Terre!
À M René Bazin, de l'Académie française
I
Issu de ces Bretons, altiers comme le chêne,
Qu'enivraient les clameurs du vent qui se déchaîne
A travers les embruns des grands flots aboyants,
De ces marins, aussi courageux que croyants,
Qui sur chaque océan déferlaient leurs voilures,
Cartier grandit avec la soif des aventures,
Et coula sa jeunesse au bord du gouffre amer,
Hanté par des projets vastes comme la mer.
Le fier rêveur toujours cherchait la solitude.
Souvent on le voyait dans la même attitude,
Admirant les effets du mirage sur l'eau
Qui dans ses plis mouvants reflète Saint-Malo,
Écoutant ce que dit la rumeur des mélèzes
Cramponnés au penchant des farouches falaises,
Regardant s'engouffrer, comme un navire d'or,
Le disque du soleil dans l'onde qui s'endort,
Contemplant, aux lueurs pensives des étoiles,
Les barques dont la brise enflait au loin les toiles,
Qui lui semblaient des vols de cygnes gracieux
Er garés quelque part dans l'outremer des cieux.
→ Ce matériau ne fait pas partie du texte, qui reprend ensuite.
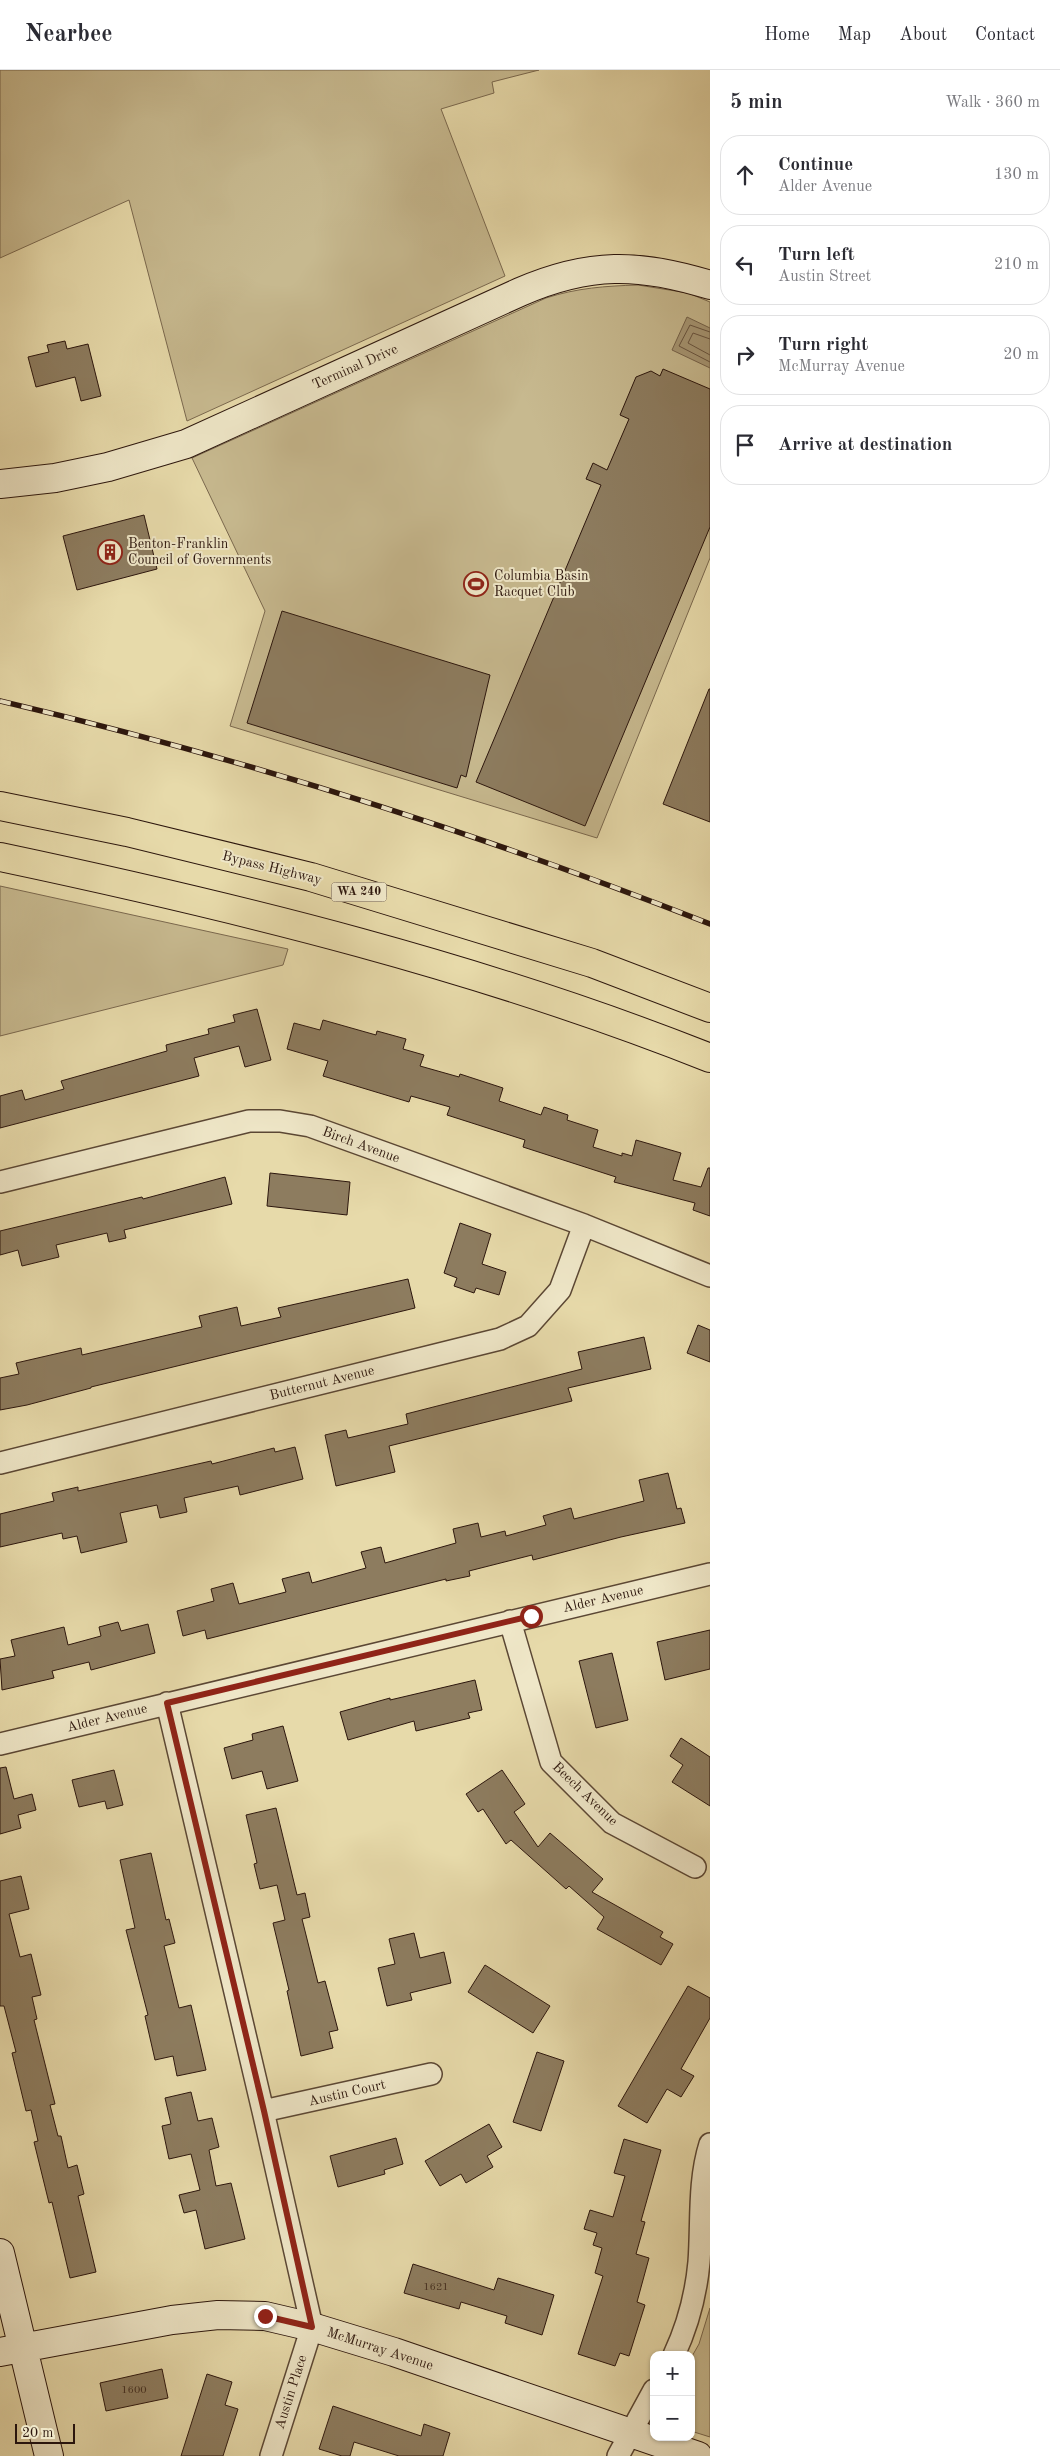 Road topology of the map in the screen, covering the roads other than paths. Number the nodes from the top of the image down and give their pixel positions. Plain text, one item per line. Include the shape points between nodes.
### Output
1 (710, 285) edge
2 (0, 484) edge
3 (0, 806) edge
4 (0, 857) edge
5 (710, 1008) edge
6 (710, 1058) edge
7 (0, 1182) edge
8 (584, 1225) junction
9 (710, 1276) edge
10 (0, 1463) edge
11 (710, 1574) edge
12 (510, 1621) junction
13 (167, 1703) junction
14 (0, 1744) edge
15 (695, 1867) dead end
16 (431, 2074) dead end
17 (264, 2111) junction
18 (710, 2144) edge
19 (0, 2253) edge
20 (312, 2327) junction
21 (11, 2350) edge
22 (676, 2351) edge
23 (651, 2396) edge
24 (632, 2432) junction
25 (49, 2456) edge
26 (271, 2456) edge
27 (618, 2456) edge
28 (698, 2456) edge

1 - 2 street, Terminal Drive via 671,273 628,268 586,270 563,276 520,292 186,444 108,467 55,478
3 - 5 highway, Bypass Highway / WA 240 via 127,832 311,877 592,963
4 - 6 highway via 258,914 390,951 630,1026
7 - 8 street, Birch Avenue via 249,1121 280,1121 310,1126
8 - 9 street, Birch Avenue
8 - 10 street, Butternut Avenue via 560,1290 528,1326 500,1339
11 - 12 street, Alder Avenue
12 - 13 street, Alder Avenue
12 - 15 street, Beech Avenue via 551,1762 612,1823
13 - 14 street, Alder Avenue
13 - 17 street
16 - 17 street, Austin Court
17 - 20 street
18 - 22 street via 703,2177 694,2301
19 - 21 street
20 - 21 street, McMurray Avenue via 265,2316 218,2315 172,2320
20 - 24 street, McMurray Avenue
20 - 26 street, Austin Place
21 - 25 street
23 - 24 street
24 - 27 street
24 - 28 street, McMurray Avenue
Pendant qu'il errait seul sur le sable des grèves,
L'esprit ouvert au souffle ensorceleur des rêves
Et le regard perdu sur le flot rayonnant,
D'attirantes rumeurs affluaient du ponant.
Et, le soir, on causait par toute la Bretagne
De pays enchantés qu'un pilote d'Espagne
Venait de découvrir derrière l'Océan;
On faisait le tableau d'un empire géant
Que Cortez se taillait au cour d'un autre monde;
Pizarre avait trouvé la nouvelle Golconde,
Et pour son souverain le fier conquistador
Chargeait ses galions avec des lingots d'or;
Des marins côtoyaient d'incomparables berges,
Au passage éveillant l'écho de forêts vierges
Grouillantes de castors, de buffles et d'élans,
Ou, libres comme l'air, des peuples indolents,
Des peuples que la nuit de l'erreur enveloppe
Foulaient un sol dix fois plus vaste que l'Europe.
Chaque jour apportait quelques récits nouveaux
Sur ces bords rayonnants d'éternels renouveaux;
Et les douces rumeurs qui couraient dans les brises
Éveillaient chez Cartier de nobles convoitises;
Et cet homme, amoureux du large flot grondant,
Tenant son oeil pensif fixé sur l'Occident,
Brûlait de s'éloigner de la vieille Armorique,
Afin d'aller porter à la vierge Amérique
Resplendissant au fond de sa pensée en feu
Le drapeau de la France et l'étendard de Dieu.